Our initial goal was to investigate the extent to which gender, race, and personality have led to differences in days survived on Survivor. Based on cultural norms in the U.S., we hypothesized that contestants who are white, male, or extroverts would have the longest survival time. In determining a lack of results on these measures, we decided to integrate geographic comparisons as well for survival time. More additional questions arose throughout the course of our research. We determined that another component of entertainment culture was not only how long the contestants stayed on the show, but how much individualized screen time they received while there. Thus, we decided to explore the frequency of confessionals as supplementary analyses. Finally, in more recent years (in alignment with the Black Lives Matter movement in the U.S.), Survivor has made the effort to encourage more diversity within their casts. To this end, we also wanted to visually see if contestants had representation that evolved over the 42 seasons. In this paper, we consider all these aspects as part of a comprehensive investigation of demographics on game show survival.
In order to analyze the show Survivor, we used data sources
from the castaway_details
and castaways
datasets,4 as well as others, from the
survivoR
package.5 This fan-made package contains data from
all seasons of Survivor. According to the authors of the
package, “the data was sourced from Wikipedia and the Survivor Wiki.
Other data, such as the tribe colours, was manually recorded and entered
by myself and contributors.” As each dataset contained distinct
information on the contestants for each season, it was necessary to use
joins to combine datasets to produce a final dataset to be analyzed.
This was performed using a full join on the contestants’ full names. We
primarily rely on contestant occurrences as the unit of analysis in our
report, though it should be noted that distinct individuals can appear
in multiple seasons and/or in multiple episodes per season.
Additionally, in order to standardize our results for the survival
analysis and exploratory data analysis, we removed seasons 2, 41, 42,
and 43 as the seasons contained data for a different number of days from
the standard 39 days. As the original data contains information from
several versions around the globe, it was integral to filter and only
analyze data from the U.S. edition. In order to best model our
covariates of interest, we then created a new personality type variable
(extracting whether a person is an introvert or extrovert) and a POC
indicator variable (provided by the package) instead of individual
races. We also used contestants’ home states to code contestants into a
region based on census regions and divisions of the United States.6
Furthermore, we determined that missing data was not an issue, as it
occurred in low frequency and was not patterned in nature.

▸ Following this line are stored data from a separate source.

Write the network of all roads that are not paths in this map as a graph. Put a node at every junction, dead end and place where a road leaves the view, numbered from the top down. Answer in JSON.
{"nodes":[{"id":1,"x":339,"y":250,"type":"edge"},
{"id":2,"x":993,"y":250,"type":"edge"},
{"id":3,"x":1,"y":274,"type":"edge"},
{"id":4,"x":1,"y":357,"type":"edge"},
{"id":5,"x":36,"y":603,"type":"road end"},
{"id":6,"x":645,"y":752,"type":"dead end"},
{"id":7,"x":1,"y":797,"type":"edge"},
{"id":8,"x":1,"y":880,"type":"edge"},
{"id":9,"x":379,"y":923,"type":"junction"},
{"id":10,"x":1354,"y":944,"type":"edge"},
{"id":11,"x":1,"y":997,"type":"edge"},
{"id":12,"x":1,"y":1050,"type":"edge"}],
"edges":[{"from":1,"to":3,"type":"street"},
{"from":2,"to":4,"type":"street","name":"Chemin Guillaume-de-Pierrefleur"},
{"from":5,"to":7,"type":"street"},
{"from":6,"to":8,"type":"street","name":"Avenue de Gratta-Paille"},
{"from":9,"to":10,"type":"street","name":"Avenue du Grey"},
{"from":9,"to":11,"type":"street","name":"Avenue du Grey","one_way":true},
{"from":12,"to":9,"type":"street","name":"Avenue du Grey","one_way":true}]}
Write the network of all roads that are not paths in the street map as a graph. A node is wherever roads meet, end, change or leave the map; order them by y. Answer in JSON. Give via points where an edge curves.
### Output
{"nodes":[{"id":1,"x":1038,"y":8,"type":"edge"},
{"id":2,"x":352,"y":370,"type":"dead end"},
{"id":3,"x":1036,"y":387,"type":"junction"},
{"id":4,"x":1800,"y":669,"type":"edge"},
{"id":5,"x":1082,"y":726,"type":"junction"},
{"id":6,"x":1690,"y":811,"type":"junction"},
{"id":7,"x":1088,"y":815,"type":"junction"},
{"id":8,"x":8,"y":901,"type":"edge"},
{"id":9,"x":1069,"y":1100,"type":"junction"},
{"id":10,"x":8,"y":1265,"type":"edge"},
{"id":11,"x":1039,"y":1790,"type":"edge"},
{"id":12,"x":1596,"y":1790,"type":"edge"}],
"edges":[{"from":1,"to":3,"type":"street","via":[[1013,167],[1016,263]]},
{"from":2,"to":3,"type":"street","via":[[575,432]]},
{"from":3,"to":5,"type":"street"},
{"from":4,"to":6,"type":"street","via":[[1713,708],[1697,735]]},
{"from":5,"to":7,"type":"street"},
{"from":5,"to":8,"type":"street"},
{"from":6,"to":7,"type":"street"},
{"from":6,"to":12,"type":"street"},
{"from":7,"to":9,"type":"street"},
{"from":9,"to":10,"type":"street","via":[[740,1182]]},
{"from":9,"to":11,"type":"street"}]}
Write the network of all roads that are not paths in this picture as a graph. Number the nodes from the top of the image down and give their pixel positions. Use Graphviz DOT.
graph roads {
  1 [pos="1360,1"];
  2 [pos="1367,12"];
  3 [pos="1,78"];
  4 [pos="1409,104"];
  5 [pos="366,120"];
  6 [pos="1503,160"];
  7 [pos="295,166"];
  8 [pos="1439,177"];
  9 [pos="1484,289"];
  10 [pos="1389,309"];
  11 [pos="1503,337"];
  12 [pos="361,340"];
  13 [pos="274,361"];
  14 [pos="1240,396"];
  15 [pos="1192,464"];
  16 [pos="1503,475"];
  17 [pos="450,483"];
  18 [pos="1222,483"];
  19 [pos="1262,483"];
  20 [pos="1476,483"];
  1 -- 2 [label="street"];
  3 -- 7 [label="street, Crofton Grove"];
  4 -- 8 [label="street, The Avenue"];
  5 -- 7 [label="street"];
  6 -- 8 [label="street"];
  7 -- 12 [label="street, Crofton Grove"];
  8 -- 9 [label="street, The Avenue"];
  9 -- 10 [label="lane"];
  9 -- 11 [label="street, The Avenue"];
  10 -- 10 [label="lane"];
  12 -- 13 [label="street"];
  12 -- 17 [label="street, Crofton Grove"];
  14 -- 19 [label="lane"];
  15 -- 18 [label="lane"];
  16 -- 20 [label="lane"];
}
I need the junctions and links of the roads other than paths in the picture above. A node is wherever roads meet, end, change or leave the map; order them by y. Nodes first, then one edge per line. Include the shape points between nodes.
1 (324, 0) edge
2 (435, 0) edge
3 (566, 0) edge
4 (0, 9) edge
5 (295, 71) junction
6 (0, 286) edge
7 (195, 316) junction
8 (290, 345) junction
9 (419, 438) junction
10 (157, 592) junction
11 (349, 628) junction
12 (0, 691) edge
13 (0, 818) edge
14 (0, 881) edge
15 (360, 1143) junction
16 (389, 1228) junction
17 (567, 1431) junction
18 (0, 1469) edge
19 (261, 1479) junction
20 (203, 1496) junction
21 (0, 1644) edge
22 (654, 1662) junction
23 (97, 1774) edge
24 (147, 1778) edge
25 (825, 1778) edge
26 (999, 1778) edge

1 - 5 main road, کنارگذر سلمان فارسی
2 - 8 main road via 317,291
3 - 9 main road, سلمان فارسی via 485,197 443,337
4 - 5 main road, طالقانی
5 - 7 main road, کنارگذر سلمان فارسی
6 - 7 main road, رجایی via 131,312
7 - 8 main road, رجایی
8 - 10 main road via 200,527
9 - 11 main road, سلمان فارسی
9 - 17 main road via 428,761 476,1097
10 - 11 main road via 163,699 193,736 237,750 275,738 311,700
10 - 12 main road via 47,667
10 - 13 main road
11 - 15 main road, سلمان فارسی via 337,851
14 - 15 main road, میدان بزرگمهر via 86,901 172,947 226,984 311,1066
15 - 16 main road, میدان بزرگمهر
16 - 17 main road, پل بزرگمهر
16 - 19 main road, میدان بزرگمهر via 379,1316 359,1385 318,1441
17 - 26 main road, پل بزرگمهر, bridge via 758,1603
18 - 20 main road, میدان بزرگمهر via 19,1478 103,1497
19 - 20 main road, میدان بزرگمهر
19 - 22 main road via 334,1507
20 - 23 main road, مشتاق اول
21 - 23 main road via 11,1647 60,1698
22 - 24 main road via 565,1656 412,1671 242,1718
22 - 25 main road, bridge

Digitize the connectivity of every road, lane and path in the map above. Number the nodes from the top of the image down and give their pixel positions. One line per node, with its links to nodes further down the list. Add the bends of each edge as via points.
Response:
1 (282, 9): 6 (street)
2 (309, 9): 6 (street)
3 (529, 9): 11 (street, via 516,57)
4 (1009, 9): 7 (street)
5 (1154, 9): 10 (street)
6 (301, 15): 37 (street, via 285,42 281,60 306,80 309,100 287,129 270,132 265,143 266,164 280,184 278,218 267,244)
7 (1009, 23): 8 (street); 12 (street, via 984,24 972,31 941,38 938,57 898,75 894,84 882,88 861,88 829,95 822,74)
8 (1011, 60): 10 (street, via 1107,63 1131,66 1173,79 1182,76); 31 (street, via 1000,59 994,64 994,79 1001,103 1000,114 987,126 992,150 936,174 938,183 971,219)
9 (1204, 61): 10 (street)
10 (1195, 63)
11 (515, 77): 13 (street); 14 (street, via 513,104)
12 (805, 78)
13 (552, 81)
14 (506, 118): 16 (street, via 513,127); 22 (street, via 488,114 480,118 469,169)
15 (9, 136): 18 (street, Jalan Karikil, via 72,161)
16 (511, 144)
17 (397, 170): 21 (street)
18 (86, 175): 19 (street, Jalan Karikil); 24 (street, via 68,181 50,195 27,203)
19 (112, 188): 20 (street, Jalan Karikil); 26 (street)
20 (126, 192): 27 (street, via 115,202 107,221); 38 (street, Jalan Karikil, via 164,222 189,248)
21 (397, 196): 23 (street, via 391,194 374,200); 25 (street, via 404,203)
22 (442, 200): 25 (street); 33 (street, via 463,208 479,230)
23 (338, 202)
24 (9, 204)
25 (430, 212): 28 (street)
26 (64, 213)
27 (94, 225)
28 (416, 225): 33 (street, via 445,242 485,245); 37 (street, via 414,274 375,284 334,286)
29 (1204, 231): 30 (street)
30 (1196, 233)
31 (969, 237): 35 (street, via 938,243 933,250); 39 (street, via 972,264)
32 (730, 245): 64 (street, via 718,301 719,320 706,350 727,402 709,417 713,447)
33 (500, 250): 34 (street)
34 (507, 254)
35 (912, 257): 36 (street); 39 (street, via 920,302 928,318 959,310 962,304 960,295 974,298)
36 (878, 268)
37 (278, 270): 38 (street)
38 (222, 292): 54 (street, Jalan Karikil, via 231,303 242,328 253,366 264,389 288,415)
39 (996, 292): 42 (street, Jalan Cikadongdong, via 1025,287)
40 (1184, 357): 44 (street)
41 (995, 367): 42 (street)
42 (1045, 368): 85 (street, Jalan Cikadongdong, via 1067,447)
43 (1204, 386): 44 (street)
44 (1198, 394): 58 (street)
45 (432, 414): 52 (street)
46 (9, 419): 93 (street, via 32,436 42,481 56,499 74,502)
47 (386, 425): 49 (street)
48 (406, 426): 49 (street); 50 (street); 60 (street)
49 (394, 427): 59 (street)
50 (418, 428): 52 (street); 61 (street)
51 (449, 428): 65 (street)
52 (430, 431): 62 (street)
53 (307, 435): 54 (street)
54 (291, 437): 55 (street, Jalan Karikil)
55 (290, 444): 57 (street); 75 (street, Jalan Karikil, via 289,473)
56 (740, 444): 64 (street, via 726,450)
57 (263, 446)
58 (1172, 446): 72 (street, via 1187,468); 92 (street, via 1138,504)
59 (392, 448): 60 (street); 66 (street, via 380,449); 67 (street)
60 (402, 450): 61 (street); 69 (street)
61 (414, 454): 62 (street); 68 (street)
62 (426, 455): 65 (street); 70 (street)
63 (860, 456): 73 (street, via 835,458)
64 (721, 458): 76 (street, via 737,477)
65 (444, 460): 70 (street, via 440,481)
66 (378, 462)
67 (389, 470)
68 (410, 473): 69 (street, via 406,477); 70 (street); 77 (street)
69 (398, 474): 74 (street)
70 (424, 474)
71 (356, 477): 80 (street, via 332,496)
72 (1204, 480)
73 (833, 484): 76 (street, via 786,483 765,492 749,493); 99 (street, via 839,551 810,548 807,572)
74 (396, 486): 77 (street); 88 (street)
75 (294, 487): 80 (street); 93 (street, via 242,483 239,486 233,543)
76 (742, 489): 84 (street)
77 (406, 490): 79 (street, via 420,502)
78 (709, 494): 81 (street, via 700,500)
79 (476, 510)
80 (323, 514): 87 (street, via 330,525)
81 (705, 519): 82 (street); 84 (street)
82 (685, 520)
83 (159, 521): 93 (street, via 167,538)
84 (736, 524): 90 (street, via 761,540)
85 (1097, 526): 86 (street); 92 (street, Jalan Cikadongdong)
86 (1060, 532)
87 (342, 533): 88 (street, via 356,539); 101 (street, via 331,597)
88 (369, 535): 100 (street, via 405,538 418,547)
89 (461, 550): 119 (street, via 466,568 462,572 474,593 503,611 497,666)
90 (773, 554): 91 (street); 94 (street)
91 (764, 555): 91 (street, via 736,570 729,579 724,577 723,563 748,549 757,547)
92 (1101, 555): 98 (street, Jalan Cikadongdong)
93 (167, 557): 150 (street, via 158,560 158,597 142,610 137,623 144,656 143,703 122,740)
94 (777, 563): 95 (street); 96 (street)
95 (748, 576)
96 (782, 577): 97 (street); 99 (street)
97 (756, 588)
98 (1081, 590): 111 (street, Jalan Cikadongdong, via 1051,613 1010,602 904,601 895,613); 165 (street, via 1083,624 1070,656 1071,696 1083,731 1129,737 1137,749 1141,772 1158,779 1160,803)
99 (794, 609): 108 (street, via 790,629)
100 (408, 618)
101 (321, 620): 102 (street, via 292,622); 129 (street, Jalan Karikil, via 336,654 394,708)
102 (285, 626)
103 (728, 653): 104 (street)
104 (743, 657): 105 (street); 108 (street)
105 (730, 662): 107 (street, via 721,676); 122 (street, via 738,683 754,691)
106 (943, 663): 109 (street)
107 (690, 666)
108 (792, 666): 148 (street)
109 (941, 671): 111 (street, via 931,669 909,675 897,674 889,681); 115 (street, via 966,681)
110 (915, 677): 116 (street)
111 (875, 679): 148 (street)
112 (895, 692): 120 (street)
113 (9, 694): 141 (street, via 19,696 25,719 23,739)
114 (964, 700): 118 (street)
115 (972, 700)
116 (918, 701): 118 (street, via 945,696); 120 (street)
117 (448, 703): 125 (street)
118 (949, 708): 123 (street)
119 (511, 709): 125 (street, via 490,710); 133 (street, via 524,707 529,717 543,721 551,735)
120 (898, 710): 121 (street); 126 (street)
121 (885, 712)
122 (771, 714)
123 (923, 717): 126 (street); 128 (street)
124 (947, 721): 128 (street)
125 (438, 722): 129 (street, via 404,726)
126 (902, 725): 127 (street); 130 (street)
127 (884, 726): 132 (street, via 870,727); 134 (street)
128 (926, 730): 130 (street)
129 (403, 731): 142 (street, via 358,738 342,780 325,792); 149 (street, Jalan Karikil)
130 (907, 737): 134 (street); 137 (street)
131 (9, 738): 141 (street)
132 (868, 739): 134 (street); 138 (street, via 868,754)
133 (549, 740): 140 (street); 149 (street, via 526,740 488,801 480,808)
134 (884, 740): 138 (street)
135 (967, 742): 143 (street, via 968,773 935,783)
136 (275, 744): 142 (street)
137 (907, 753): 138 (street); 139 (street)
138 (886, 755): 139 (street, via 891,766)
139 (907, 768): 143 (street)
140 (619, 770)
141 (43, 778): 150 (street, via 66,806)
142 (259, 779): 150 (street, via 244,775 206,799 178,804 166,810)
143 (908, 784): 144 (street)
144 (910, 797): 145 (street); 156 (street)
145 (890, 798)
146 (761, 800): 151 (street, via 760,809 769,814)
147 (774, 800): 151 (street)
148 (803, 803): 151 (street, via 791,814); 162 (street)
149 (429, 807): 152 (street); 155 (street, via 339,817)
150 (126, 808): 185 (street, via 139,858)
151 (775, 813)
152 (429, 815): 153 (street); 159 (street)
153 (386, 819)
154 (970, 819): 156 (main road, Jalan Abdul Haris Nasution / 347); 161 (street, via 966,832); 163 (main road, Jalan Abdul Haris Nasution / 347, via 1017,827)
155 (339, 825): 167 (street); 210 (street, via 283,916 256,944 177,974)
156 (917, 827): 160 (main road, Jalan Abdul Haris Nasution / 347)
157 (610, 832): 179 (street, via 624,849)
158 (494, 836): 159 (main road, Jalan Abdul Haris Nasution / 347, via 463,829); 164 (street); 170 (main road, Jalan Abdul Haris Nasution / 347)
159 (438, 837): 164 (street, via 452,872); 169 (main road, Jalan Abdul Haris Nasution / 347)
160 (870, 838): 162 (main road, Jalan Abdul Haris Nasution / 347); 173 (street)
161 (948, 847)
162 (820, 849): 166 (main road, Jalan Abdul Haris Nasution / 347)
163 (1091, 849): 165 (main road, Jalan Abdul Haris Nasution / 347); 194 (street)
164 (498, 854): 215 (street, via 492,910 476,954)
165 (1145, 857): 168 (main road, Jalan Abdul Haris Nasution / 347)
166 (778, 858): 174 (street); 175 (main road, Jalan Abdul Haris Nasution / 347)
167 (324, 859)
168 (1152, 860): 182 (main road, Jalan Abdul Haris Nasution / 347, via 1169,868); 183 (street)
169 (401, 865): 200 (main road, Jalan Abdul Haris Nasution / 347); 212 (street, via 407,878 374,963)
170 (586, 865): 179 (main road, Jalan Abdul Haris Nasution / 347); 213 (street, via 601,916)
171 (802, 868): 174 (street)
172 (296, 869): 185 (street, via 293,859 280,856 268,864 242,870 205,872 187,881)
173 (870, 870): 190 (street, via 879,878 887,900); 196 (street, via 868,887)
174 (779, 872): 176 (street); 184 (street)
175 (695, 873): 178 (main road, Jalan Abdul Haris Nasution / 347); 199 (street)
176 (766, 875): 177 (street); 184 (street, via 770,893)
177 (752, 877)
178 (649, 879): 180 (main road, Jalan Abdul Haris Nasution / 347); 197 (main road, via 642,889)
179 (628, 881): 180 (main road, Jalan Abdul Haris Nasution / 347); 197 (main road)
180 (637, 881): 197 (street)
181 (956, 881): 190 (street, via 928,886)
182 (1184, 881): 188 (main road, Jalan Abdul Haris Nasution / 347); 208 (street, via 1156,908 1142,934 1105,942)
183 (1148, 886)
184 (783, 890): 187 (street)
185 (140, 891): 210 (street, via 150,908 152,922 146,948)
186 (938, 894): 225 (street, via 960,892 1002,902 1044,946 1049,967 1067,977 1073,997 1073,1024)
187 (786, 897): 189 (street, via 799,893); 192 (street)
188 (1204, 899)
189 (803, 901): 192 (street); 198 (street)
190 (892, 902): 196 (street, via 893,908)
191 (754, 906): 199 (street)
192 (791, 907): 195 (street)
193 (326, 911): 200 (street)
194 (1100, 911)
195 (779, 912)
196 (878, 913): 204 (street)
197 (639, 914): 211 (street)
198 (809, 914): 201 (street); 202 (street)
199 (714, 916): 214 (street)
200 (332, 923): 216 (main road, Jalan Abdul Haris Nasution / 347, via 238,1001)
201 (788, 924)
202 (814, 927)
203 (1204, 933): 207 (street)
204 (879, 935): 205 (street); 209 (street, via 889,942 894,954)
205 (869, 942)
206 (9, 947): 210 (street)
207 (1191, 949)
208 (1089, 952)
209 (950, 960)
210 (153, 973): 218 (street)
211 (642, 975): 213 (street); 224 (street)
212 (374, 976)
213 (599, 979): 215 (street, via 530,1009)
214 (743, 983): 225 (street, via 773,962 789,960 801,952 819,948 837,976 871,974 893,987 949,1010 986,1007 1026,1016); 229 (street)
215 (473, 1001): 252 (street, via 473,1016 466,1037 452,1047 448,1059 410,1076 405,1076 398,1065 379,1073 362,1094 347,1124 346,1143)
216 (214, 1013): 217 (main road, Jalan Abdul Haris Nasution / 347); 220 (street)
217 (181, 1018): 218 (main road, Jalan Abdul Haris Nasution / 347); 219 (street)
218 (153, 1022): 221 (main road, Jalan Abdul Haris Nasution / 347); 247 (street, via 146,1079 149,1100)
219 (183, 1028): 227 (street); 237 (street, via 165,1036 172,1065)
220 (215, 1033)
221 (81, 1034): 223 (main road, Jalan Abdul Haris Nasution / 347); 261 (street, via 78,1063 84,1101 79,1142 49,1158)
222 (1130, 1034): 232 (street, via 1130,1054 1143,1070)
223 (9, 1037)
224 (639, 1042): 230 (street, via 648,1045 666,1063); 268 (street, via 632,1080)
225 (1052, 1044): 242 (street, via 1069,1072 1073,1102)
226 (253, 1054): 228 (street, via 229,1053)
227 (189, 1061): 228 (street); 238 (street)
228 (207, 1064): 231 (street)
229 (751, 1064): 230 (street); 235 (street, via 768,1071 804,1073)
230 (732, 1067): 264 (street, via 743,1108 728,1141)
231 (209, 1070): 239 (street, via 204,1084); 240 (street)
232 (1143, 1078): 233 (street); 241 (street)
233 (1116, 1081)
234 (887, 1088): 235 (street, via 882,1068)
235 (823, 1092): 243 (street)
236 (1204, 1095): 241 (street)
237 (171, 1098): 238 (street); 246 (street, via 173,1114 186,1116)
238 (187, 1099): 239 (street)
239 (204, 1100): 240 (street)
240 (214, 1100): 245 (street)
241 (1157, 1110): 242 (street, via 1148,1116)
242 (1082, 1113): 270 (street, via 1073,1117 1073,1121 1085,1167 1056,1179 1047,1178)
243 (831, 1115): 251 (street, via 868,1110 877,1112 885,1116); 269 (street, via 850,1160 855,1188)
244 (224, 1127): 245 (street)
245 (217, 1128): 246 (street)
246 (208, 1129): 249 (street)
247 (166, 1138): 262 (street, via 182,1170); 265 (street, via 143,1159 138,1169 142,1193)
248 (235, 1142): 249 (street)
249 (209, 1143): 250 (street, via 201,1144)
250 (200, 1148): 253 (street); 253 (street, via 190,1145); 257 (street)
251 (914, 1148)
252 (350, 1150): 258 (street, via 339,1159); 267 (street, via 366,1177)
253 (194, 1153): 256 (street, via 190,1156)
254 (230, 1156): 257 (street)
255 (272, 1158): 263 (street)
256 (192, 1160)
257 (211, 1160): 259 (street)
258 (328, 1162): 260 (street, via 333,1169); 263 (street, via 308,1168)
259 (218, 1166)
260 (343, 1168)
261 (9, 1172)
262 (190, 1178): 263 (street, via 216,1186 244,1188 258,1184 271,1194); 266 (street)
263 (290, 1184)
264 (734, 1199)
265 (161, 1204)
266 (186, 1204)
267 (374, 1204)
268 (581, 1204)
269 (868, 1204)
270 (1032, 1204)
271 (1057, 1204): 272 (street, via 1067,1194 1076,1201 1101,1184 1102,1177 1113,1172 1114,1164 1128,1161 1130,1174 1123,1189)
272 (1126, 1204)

The final
dataset used in the analysis contains unique information for each
castaway for each season, including the following key variables:
version_season
: version and season numberfull_name
: contestant full nameage_during_show
: age, in yearspoc
: POC indicator, if known. Else, marked as
White.gender
: 2 levels: Female, Male.personality_type_binary
: Extracted from the
Myer-Briggs personality type of the castaway. 2 levels: Extrovert,
Introvert.days_survived
: Number of days survived in the show
until eliminationregion
: region in the U.S. where the contestant is
from. We created this variable based on the state
variable
available in the dataset. 4 levels: West, Midwest, Northeast, South.
Indicator variables for each of the 4 regions have also been created for
analyses.As a supplemental analysis, we also used the
confessionals
data from the same survivoR
package to visualize the number of confessionals each contestant
received. This data looked at all seasons as it was unrelated to the
survival analysis and consistency in the datasets was not necessary.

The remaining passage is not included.